Not to be outdone; Alfred Hitchcock also had long standing professional relationships with Hollywood titans like Edith Head (costumes/props), George Tomasini (editor), Bernard Hermann (composer), Saul Bass (title design) and Robert Burks (cinematography). Some of their best work was done on Hitchcock movies. Sir Alfred Hitchcock has 30 writing credits and 71 directorial credits listed on IMDB. “The Master of Suspense” shocked audiences with 50 feature films (Hitchcock, Truffaut 717). He started his career illustrating title cards for Famous Players-Lasky Studios in the UK (Interactive: Exhibitions). When that studio lost its Paramount partnership Hitchcock was hired by Gainsborough Pictures (Hitchcock, Truffaut 27).

While it may have been his third film, The Lodger is considered his true directorial debut and featured the early signs of Hitchcock’s favorite suspenseful plot devices (Criterion Staff). It was originally released as a silent film in 1927 and then rereleased in 1932 as an experimental sync-sound thriller. The Lodger: A Story of the London Fog (1927) is ostensibly about Jack the Ripper, really it is about the hysteria that ran through the city. In the 1940s Hitchcock also re-imagined The Lodger as a radio play. A Variety review reads: "Hitchcock is a director with an exceptionally acute ear. He achieves his results by a Ravel-like rhythmic pummeling of the nervous system. Music, sound effects, the various equivalents of squeaking shoes, deep breathing, disembodied voices are mingled in the telling of the tale with a mounting accumulation of small descriptive touches that pyramid the tension” (Marshal). In reviewing The Lodger as part of Hitchcock’s BFI retrospective, a Guardian arts columnist writes; “[t]he pleasures of silent Hitchcock cannot compare with those of the polished all-American studio pictures of the 1940s and 1950s. Nevertheless, it is startling to observe that his sensibility and knack for unsettling imagery were already formed “ (Wilson). In his famous interview with François Truffaut, Hitchcock would say that he was already feeling constraints within studio systems in the early days. He would have liked to leave the ending ambiguous, but he wasn’t able to imply the star might really be the villain (Hitchcock, Truffaut 103). Truffaut commended him on his “great visual inventiveness” (Hitchcock, Truffaut 104). The Lodger would also be where Hitchcock would first implement what would become his signature, the director cameo. His blink and you might miss them cameos started “strictly utilitarian; we had to fill the screen. Later on it became a superstition and eventually a gag” (Hitchcock, Truffaut 117).

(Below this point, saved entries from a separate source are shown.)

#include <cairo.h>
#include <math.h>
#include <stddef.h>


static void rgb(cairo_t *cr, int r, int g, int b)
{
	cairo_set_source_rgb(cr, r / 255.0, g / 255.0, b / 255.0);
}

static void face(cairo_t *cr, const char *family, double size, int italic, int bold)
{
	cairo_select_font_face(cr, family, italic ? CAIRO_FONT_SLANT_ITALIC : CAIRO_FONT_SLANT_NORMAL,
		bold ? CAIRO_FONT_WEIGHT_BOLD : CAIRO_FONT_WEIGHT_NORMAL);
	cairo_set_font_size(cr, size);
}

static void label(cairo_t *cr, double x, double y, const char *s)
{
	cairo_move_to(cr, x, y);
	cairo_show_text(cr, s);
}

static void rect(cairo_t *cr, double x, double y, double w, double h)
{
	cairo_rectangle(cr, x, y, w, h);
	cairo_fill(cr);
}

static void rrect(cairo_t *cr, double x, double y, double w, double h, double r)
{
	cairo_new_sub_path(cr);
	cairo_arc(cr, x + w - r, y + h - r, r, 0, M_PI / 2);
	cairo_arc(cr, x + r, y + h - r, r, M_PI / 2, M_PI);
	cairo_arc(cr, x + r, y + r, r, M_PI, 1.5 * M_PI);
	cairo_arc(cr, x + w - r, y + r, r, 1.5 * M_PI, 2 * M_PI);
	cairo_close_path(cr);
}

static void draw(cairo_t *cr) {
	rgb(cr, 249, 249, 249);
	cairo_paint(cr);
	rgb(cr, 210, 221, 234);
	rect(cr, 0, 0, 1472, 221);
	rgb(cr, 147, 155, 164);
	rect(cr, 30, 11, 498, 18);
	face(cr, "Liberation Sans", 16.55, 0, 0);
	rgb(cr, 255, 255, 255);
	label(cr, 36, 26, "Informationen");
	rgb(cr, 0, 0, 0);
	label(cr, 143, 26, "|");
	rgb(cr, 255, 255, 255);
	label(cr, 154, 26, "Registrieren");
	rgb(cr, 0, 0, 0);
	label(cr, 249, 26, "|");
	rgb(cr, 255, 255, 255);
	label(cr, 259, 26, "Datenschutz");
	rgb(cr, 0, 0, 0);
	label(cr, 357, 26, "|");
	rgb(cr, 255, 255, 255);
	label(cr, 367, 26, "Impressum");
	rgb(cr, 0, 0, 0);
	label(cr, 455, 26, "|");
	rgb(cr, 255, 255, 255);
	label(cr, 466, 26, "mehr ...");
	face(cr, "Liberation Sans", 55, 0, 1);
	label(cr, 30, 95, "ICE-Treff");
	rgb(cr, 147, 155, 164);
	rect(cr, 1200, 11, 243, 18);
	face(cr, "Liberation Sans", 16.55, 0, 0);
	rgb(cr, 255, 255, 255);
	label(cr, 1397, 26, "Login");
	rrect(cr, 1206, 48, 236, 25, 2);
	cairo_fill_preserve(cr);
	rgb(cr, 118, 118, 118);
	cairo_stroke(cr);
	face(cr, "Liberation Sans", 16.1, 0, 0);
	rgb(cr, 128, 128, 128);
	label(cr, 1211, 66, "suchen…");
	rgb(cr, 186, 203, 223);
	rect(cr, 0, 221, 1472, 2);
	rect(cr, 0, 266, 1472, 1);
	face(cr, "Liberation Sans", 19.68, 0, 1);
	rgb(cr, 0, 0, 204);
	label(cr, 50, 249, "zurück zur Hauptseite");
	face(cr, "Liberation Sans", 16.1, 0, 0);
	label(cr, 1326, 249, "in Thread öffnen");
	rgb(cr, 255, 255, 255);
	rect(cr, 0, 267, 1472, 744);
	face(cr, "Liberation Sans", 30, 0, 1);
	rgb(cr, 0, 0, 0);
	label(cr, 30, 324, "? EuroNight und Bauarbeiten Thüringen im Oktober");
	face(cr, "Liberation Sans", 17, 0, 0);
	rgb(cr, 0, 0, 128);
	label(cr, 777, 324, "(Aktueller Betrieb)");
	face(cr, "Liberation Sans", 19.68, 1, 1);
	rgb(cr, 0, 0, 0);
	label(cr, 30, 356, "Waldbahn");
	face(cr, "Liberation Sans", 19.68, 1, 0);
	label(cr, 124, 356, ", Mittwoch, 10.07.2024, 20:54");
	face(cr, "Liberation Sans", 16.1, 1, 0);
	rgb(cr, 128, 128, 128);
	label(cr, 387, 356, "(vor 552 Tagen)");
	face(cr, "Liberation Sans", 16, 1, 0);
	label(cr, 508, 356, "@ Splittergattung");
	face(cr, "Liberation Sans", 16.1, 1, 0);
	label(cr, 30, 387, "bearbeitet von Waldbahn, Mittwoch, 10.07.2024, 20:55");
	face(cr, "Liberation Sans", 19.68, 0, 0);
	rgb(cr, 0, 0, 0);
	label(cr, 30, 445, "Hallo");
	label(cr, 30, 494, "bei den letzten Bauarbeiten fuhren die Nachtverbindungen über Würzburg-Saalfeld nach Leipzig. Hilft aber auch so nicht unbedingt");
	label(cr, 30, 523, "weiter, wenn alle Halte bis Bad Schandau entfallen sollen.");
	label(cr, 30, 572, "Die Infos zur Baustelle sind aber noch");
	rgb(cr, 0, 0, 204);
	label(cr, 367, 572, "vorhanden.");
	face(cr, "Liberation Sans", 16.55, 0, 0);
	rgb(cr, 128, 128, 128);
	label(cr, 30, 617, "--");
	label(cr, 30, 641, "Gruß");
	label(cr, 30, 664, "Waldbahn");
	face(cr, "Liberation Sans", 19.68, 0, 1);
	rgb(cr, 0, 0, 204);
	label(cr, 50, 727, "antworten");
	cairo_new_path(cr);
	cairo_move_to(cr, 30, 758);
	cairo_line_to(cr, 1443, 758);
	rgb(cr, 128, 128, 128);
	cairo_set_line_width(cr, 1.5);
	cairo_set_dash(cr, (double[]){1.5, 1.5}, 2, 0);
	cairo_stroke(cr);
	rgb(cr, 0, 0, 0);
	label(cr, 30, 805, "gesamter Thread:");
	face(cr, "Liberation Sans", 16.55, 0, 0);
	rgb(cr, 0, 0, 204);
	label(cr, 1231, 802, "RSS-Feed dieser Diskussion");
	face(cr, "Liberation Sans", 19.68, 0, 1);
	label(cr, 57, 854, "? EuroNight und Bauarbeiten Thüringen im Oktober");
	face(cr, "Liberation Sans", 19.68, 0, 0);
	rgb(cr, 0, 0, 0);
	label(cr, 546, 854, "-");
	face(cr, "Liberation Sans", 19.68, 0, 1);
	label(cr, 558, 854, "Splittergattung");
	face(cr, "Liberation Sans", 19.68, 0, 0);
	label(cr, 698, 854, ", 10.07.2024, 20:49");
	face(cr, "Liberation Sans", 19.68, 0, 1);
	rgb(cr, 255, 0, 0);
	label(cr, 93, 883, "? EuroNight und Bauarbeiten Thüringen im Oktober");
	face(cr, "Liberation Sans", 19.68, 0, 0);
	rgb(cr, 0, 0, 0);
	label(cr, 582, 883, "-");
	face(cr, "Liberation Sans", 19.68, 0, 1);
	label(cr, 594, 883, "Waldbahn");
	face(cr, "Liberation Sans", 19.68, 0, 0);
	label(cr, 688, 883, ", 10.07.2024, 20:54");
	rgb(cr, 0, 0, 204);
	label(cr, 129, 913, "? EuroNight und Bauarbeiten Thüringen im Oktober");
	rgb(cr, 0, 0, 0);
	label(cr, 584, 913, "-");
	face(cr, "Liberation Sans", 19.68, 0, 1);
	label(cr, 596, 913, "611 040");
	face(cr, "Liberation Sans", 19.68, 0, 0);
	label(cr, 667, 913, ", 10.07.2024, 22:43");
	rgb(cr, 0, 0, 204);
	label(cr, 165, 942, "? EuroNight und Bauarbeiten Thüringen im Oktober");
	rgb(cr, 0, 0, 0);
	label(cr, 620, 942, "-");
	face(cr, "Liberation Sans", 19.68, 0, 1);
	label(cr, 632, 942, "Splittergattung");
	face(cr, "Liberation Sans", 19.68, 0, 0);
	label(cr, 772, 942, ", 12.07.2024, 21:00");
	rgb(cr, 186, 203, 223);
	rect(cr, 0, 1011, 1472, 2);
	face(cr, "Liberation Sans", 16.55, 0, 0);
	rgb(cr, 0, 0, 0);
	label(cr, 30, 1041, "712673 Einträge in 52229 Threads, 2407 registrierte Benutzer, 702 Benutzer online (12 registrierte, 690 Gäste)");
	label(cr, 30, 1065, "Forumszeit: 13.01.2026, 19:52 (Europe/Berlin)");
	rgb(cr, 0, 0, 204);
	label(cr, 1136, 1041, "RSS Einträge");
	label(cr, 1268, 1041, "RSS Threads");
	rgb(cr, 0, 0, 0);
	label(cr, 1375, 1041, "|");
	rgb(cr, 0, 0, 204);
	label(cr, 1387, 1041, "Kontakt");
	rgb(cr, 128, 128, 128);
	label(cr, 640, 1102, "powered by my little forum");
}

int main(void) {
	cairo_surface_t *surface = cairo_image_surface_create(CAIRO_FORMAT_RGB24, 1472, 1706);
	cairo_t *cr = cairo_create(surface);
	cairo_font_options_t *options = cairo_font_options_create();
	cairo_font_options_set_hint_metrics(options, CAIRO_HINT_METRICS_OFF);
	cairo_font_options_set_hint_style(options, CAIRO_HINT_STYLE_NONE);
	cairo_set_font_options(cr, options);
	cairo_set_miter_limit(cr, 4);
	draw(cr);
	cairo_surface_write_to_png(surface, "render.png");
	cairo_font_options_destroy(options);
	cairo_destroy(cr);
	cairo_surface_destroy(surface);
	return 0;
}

His next major milestone was when he released England’s first talkie, Blackmail (1929). It was originally started as a silent film and dubbed for release at the studio’s request. The slightly different silent version was also made available to accommodate theaters not equipped for sound (Hitchcock, Truffaut 154). A glowing review from Billboard Magazine reads; “American producers could learn a lesson from this production” (JFL). Blackmail featured the Hitchcockian final scene at a famous landmark. Unable to shoot on location Hitchcock utilized a form of trick photography known as the Schüfftan Process; created by Eugene Schüfftan and used in 1927’s Metropolis (Hitchcock, Truffaut 156). As talkies became popular in Britain Hitchcock continued pushing his cast and crew, with sometimes very limited success. He told Francois Truffaut; “[t]o all appearances, I seemed to have gone into a creative decline in 1933 when I made Waltzes from Vienna, which was very bad. And yet the talent must have been there all along since I had already conceived the project for The Man Who Knew Too Much, the picture that re-established my creative prestige.” (Hitchcock, Truffaut 214)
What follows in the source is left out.